Sometimes a destination's screen status can even provide useful landmarks for other tourism spots nearby. That has been the impact of one Windows 10 image of a cave on New Zealand's Wharariki Beach, located at the northern tip of the country's main southern island.

Credit: Microsoft

"When people query where [our campgrounds] are, I ask them have they seen the start-up picture on Windows 10 of a beach . . . yes . . . well that is the beach [a 20-minute] walk from our park," wrote Glenda Kyle, the off-site booking and office manager for Wharariki Beach Holiday Park.

Part of why the shot of Wharariki Beach is so ubiquitous - and not just to locals - is that it ships with Windows 10 as the default first lock screen, Hepler said. Which means, in a sense, it's a direct successor to O'Rear's "Bliss."

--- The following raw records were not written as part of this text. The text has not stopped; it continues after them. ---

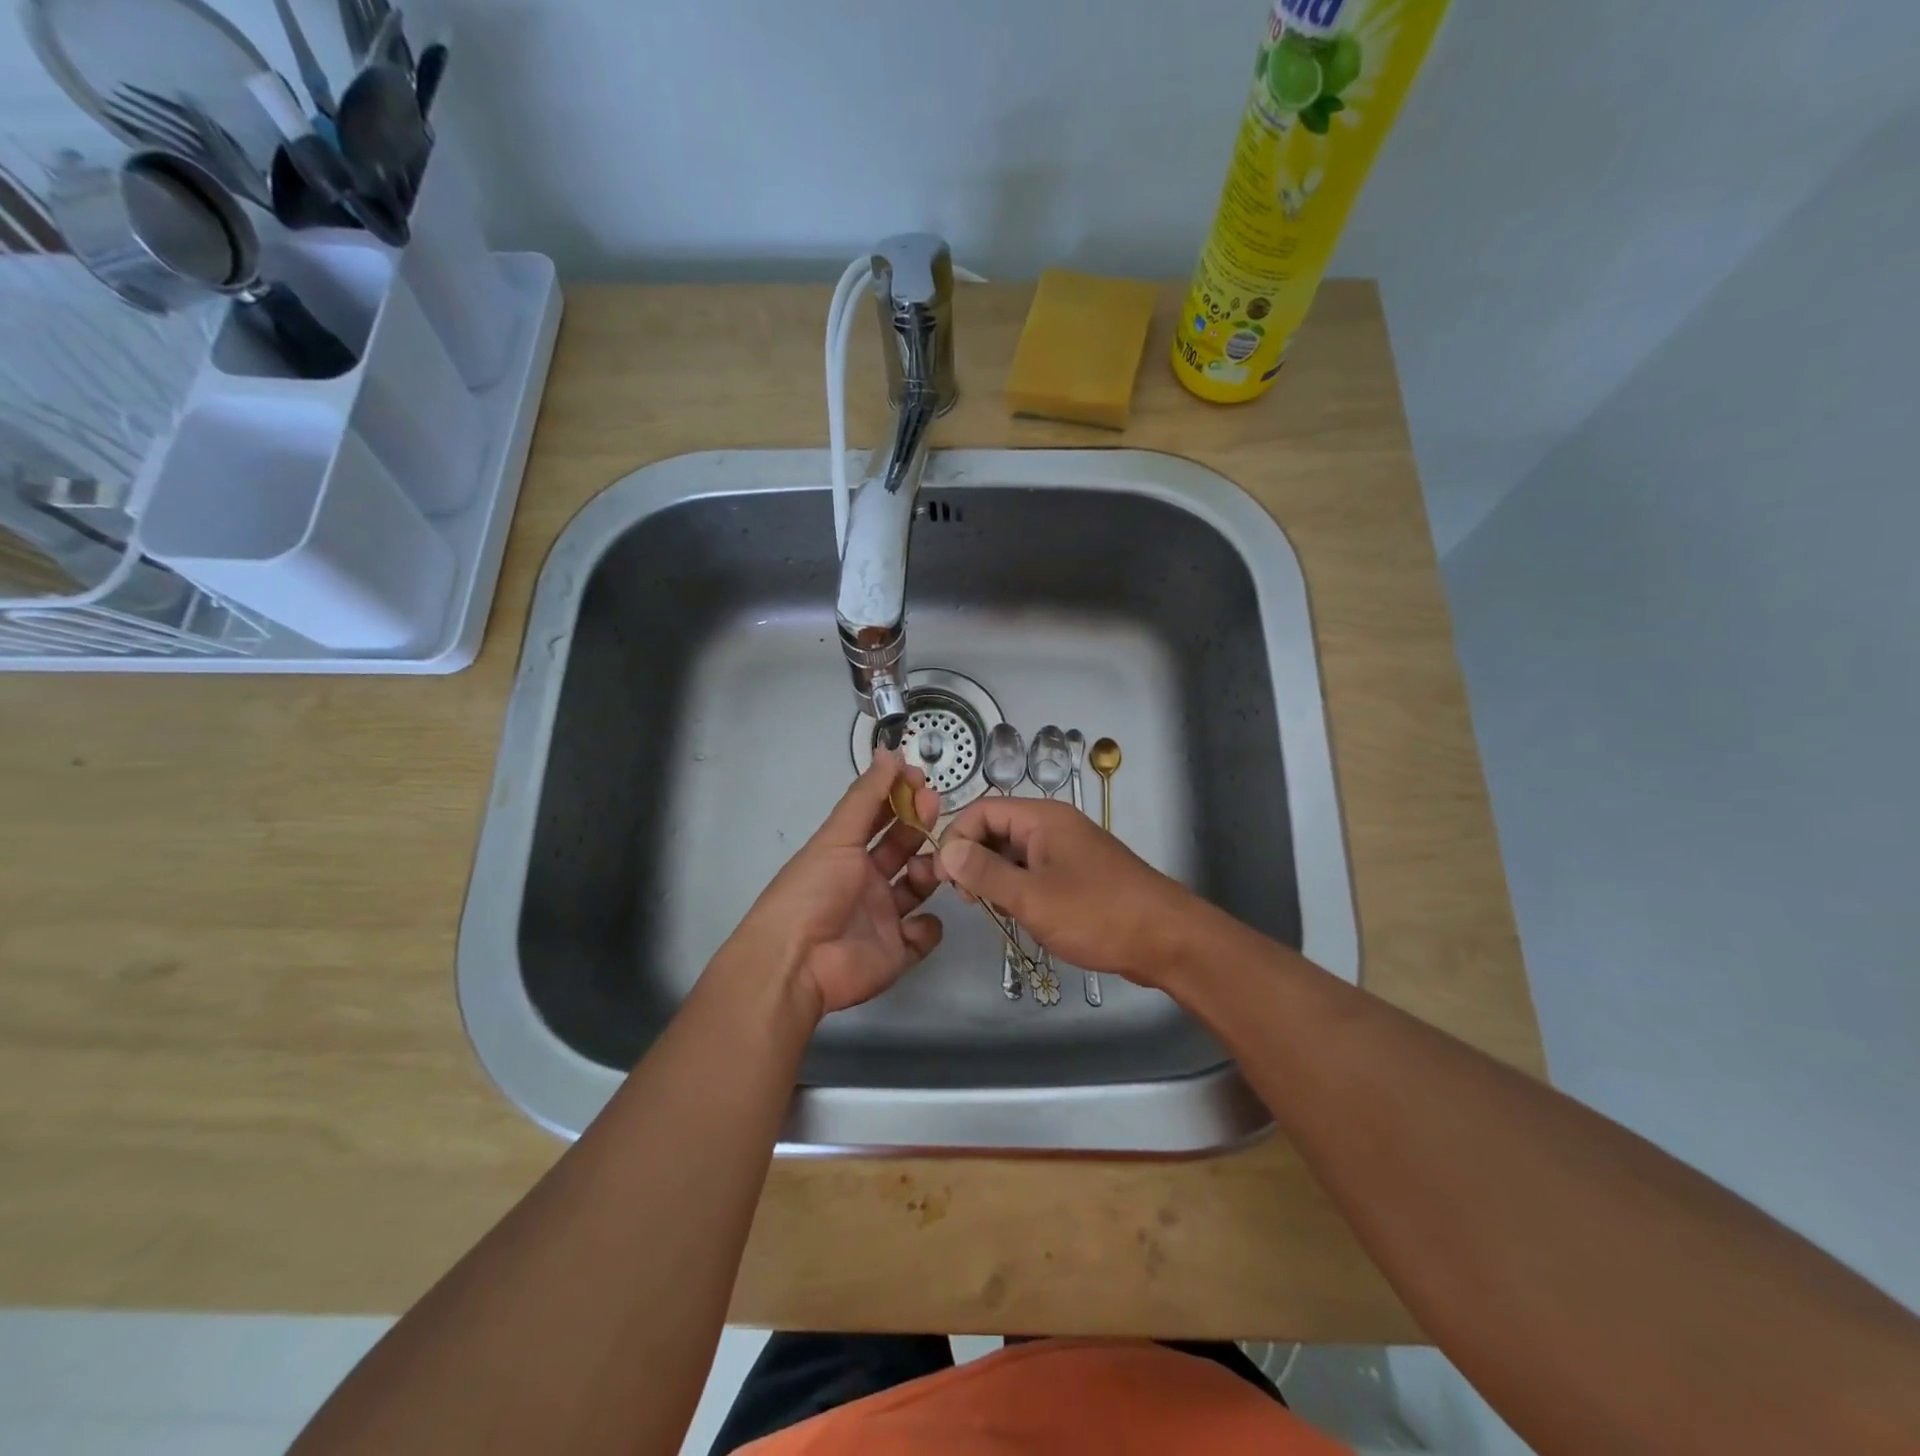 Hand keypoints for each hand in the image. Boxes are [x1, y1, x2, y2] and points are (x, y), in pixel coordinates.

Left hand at [722, 753, 944, 1017]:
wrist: (798, 961)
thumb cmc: (813, 890)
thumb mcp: (837, 836)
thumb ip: (866, 796)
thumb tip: (889, 752)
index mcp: (847, 853)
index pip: (879, 817)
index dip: (898, 797)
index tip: (919, 778)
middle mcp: (866, 881)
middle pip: (902, 847)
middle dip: (919, 825)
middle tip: (935, 807)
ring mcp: (883, 916)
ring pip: (919, 886)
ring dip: (931, 871)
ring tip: (932, 867)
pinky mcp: (897, 951)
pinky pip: (925, 934)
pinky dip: (928, 927)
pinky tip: (919, 919)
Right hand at [935, 797, 1202, 989]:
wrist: (1167, 939)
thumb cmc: (1097, 913)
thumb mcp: (1031, 896)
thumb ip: (984, 873)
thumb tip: (946, 850)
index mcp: (1042, 818)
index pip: (981, 810)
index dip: (956, 839)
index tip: (942, 878)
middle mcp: (1054, 825)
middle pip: (997, 830)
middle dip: (975, 861)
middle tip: (969, 900)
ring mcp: (1068, 850)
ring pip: (1015, 854)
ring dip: (997, 879)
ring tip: (996, 912)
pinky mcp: (1079, 874)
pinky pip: (1036, 872)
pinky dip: (1021, 889)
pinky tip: (1022, 916)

For years, O'Rear said, people would contact him trying to find out where the California hill was. Some sleuths, he saw online, went so far as to deduce and post its coordinates.

But for those who may want to see their screen images in live form, the search for "Bliss" offers a warning: Even in non-pandemic times, the landscape can change quickly.

So to speak.

The California hill "changed from the time I took it, probably within a couple of years," O'Rear said. "It became a vineyard! So it didn't look the same anymore. It must have been a disappointment to a lot of people."

Hey: In 2020, we're used to disappointment.

And we're used to the images on our screens, too. To would-be travellers right now, that canyon photo might be a bit taunting. Looking at that beach cave isn't enough.

But maybe it's something.

"I'm really hopeful that we are able to bring a little bit of joy to people, a little bit of a window to the outside world," Hepler said. ". . . That type of sentiment would feel really good to us."